▸ To do
Below are entries. Pull out all lines containing "Костромская".

▸ Recorded data
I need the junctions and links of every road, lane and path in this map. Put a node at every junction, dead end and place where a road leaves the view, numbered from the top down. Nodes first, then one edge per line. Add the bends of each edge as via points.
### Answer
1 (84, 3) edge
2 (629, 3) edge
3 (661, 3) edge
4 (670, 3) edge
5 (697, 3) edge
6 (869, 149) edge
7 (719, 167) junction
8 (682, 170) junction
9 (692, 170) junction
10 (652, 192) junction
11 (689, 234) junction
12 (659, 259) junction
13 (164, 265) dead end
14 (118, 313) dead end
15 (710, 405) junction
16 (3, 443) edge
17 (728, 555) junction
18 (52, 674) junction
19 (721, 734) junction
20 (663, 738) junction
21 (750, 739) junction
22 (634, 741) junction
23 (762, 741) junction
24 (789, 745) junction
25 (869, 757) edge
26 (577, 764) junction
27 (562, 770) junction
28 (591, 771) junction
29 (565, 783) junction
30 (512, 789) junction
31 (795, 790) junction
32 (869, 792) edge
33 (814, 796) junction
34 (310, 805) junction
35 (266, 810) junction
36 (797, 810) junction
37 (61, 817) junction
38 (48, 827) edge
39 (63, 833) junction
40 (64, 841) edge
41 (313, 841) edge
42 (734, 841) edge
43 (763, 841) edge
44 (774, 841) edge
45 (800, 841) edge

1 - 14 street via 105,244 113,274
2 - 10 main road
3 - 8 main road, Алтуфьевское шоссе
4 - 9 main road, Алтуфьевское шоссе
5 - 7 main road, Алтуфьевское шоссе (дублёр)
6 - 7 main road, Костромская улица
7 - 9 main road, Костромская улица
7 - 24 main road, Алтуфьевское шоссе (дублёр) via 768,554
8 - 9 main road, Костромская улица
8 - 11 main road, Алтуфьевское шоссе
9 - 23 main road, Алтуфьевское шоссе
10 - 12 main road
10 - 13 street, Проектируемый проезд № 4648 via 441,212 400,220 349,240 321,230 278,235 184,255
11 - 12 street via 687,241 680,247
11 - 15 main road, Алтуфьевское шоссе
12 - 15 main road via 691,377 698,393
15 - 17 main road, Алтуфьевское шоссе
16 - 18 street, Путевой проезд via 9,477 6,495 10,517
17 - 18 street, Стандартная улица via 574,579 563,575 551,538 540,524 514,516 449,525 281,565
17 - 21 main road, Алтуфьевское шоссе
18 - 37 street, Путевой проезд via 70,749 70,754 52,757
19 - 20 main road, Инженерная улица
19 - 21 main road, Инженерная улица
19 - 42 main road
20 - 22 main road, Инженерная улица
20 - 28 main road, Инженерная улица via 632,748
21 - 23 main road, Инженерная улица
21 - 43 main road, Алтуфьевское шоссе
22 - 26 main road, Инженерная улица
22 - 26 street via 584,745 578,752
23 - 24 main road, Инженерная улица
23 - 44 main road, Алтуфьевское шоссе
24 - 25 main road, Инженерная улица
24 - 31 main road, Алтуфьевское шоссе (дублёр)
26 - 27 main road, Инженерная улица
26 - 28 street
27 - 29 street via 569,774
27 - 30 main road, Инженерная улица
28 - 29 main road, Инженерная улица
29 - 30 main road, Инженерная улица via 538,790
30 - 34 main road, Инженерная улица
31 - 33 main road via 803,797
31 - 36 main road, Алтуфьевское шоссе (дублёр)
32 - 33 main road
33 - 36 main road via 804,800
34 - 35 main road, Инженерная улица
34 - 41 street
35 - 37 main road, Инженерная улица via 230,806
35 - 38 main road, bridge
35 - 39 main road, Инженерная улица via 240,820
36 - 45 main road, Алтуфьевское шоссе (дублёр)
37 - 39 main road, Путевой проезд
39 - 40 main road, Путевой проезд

▸ Response to this task
6 - 7 main road, Костромская улица
7 - 9 main road, Костромская улица
8 - 9 main road, Костромская улица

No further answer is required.